*Work instruction:* Answer with a number only, stating how many lines of the records hold the word "غفاری".

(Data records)
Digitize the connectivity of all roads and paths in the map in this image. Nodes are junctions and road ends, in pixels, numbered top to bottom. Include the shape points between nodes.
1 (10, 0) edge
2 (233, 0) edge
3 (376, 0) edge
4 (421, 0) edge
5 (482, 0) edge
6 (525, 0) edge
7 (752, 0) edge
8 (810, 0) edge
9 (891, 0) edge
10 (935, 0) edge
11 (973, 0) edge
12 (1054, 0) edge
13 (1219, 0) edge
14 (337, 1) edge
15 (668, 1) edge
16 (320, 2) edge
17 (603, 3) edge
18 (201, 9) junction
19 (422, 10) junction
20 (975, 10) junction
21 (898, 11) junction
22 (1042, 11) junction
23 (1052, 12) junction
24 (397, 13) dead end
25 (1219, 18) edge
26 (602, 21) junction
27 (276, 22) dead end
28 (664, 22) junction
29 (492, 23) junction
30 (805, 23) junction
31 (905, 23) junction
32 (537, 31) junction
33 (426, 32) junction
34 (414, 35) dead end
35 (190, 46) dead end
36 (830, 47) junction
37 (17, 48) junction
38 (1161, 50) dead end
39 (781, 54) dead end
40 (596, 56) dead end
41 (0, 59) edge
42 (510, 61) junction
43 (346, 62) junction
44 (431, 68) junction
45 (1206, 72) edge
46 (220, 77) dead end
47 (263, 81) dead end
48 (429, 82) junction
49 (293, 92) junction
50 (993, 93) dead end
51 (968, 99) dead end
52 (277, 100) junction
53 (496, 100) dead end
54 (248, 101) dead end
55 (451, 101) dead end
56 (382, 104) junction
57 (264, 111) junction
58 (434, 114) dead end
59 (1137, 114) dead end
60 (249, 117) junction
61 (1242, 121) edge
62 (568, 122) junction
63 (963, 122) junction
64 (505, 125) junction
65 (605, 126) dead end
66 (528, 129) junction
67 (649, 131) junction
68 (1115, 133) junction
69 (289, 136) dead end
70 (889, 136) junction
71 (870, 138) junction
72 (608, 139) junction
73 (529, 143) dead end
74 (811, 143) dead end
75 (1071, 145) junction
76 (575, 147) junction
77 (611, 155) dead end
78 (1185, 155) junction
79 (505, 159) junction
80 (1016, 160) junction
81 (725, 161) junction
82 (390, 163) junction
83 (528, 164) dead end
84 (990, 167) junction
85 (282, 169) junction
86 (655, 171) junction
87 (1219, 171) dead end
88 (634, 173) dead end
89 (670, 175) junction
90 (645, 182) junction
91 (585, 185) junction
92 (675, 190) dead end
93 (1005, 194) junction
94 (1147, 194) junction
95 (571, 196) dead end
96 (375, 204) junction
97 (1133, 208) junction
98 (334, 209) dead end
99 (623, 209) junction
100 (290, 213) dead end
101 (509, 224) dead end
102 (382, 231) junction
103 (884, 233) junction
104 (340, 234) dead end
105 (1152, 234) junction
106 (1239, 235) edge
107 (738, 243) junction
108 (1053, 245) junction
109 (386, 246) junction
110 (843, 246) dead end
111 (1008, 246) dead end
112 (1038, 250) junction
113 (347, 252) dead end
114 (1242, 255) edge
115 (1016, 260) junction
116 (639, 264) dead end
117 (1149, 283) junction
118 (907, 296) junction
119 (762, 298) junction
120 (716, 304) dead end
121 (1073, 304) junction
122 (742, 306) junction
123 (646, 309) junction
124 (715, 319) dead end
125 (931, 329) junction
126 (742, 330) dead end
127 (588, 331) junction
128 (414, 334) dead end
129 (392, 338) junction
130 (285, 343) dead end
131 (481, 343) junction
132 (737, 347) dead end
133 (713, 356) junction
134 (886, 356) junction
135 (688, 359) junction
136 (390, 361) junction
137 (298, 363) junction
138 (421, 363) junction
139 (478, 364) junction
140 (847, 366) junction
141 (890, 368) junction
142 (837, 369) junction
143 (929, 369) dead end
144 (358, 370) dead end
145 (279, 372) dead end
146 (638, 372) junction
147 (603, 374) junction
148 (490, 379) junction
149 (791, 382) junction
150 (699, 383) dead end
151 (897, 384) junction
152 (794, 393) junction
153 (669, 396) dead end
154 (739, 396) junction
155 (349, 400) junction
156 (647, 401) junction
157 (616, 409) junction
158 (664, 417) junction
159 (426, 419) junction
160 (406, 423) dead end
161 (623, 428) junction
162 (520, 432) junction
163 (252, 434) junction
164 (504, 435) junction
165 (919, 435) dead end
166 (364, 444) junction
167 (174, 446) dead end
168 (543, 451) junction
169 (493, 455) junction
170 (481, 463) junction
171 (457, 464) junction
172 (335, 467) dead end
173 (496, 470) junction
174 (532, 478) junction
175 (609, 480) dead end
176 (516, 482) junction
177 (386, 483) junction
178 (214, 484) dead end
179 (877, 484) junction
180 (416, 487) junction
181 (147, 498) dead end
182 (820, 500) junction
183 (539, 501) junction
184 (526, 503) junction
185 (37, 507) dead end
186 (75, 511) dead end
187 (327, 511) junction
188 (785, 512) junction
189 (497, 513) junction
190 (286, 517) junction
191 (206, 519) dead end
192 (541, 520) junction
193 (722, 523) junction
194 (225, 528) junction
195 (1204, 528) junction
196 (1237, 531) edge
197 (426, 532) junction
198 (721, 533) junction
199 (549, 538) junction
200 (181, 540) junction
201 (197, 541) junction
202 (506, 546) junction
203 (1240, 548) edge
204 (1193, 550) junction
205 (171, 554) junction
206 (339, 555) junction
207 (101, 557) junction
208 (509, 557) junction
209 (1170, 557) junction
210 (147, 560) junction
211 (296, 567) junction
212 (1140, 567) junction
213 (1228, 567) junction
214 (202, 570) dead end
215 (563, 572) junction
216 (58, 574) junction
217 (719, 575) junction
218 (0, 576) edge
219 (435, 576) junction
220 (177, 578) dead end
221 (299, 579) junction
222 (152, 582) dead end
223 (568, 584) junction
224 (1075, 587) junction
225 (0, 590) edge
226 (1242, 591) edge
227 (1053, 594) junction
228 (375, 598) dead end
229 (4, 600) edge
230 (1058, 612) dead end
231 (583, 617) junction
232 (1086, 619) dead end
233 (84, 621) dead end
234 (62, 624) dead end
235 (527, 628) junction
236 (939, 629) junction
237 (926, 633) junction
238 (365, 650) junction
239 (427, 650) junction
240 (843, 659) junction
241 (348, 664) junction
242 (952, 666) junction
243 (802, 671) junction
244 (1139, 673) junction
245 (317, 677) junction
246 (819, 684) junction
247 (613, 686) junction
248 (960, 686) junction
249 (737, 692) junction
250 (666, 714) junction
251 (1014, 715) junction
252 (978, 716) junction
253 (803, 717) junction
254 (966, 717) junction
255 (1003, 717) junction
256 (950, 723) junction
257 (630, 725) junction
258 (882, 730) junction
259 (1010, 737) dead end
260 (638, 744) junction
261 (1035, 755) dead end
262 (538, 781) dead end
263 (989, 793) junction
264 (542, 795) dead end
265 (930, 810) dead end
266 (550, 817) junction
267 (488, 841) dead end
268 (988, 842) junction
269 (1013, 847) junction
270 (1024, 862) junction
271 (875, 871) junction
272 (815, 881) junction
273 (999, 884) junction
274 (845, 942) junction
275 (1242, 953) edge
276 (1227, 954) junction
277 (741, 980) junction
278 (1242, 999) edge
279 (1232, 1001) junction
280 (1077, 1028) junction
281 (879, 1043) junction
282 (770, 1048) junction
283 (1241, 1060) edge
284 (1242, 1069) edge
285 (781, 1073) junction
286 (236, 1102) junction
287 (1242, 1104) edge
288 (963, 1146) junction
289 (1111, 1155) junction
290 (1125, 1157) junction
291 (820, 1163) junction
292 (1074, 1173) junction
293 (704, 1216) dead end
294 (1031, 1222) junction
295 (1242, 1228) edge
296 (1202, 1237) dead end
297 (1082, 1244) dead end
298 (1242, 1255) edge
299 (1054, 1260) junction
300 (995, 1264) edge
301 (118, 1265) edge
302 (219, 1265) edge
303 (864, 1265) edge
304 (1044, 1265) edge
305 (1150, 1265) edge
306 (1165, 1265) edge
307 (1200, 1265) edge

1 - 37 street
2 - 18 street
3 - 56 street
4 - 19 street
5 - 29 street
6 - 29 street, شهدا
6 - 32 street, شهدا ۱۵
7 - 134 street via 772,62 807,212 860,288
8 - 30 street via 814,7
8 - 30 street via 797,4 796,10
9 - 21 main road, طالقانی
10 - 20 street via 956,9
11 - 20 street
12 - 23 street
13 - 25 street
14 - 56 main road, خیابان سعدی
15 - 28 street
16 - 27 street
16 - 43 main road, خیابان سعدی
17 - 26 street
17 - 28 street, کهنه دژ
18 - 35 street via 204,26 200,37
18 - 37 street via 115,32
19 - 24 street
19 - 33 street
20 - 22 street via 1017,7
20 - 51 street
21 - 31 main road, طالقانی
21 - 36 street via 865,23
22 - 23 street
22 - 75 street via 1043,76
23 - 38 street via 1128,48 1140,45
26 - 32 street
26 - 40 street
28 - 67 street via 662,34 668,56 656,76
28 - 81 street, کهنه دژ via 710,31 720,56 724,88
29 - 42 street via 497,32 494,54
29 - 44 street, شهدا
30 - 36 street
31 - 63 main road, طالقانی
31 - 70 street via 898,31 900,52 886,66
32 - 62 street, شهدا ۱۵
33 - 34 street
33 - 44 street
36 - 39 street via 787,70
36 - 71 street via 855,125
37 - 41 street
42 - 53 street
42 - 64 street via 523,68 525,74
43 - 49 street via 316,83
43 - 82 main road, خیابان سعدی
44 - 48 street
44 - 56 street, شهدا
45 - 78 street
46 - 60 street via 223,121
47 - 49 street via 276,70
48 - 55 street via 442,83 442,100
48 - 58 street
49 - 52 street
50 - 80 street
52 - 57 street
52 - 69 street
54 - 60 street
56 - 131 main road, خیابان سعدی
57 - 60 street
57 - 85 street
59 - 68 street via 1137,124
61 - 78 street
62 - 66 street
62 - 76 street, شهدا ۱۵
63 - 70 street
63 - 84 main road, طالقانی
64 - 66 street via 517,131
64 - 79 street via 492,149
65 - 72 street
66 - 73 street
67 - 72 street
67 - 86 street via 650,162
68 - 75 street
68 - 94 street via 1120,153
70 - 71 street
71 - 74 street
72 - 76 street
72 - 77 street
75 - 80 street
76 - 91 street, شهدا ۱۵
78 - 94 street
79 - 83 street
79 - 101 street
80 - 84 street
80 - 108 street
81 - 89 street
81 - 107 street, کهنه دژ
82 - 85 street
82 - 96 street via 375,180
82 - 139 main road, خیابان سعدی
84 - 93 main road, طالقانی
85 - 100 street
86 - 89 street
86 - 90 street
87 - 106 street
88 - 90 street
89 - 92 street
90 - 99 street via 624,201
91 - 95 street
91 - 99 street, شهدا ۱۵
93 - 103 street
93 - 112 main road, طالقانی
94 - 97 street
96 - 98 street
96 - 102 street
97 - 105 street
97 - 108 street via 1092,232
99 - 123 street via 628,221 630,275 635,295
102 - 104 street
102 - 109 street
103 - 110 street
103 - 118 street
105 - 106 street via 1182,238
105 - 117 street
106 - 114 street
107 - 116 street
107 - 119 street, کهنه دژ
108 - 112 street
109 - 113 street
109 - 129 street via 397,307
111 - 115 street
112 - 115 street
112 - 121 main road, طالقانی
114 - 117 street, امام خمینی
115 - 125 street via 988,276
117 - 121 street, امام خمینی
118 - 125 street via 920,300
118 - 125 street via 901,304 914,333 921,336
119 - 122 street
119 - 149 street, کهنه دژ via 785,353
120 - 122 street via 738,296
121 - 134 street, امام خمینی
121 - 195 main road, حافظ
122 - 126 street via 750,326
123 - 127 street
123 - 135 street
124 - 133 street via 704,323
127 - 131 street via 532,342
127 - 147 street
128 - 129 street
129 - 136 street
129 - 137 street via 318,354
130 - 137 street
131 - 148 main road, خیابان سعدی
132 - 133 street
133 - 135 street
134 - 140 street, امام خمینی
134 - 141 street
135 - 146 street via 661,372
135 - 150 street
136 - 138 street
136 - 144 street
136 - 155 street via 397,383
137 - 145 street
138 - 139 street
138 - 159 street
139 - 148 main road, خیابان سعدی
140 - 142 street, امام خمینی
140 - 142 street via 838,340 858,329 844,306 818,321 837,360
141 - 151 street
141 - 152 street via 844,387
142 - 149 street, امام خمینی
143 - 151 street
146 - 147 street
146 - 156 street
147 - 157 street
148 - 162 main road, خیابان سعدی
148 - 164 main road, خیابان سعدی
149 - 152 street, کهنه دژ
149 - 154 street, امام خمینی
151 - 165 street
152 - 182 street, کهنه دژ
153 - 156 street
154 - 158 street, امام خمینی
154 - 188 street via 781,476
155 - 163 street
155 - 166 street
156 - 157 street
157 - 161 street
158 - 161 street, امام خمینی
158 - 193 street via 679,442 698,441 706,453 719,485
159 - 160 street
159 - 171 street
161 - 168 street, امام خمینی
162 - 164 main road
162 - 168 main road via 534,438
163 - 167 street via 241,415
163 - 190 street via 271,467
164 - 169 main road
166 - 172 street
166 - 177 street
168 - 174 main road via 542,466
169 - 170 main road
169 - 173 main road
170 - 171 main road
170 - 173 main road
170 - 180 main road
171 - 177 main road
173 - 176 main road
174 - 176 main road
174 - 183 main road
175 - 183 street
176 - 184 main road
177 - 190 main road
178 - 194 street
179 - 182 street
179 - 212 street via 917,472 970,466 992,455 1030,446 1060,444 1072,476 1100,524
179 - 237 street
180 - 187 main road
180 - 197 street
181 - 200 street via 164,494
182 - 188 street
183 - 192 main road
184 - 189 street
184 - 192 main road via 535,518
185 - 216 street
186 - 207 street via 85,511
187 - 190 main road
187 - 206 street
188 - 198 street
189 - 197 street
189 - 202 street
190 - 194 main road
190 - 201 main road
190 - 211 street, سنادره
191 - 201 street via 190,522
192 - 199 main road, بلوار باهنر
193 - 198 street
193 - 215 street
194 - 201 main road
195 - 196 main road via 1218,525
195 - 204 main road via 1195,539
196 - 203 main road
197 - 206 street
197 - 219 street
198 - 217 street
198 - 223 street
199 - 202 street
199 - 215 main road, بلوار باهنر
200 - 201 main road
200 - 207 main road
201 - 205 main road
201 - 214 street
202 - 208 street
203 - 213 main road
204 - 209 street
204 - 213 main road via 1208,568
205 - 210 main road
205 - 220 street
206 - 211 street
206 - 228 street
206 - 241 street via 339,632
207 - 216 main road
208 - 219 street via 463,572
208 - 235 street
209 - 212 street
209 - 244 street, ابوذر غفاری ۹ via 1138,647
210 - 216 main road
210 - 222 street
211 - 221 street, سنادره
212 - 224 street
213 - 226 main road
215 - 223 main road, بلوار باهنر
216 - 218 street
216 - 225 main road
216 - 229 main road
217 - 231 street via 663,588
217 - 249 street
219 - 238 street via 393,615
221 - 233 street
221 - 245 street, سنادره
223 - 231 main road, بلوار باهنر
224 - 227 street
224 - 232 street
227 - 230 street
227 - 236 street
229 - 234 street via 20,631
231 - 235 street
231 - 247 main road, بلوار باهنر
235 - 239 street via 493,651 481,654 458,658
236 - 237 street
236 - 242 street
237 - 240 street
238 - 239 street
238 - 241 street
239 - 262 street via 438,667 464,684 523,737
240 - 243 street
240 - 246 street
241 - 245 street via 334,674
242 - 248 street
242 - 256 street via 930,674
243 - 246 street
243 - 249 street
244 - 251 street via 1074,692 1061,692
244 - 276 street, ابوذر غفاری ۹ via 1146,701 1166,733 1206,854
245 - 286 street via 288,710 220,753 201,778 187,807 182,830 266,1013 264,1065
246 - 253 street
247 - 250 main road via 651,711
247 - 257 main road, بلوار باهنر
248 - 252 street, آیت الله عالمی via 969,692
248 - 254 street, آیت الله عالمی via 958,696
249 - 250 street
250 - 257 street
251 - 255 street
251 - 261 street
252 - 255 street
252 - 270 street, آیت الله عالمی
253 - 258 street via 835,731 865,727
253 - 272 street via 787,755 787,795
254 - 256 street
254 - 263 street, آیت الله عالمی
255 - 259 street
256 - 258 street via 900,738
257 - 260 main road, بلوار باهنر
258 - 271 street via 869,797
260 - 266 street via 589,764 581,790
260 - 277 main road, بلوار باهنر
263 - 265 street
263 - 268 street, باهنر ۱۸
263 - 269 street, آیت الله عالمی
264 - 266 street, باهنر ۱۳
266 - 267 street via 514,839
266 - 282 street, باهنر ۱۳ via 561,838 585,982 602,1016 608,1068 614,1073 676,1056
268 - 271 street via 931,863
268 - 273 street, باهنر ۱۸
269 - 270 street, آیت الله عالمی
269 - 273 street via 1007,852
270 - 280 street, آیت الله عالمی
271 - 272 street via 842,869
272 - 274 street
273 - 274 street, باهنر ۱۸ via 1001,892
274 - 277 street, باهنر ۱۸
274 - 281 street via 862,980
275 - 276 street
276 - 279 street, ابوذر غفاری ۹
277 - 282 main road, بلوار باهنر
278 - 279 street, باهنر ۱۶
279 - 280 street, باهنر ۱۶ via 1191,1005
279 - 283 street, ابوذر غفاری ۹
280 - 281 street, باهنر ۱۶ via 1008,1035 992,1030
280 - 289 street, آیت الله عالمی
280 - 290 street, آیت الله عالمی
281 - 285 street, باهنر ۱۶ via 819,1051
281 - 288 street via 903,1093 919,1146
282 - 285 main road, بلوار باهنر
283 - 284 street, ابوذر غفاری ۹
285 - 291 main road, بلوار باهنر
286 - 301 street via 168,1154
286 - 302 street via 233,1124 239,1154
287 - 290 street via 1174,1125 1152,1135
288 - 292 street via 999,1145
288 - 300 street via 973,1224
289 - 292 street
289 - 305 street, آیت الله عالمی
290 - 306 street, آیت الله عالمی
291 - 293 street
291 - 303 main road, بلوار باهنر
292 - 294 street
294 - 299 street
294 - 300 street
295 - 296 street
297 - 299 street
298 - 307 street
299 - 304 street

*Answer for this exercise:* 5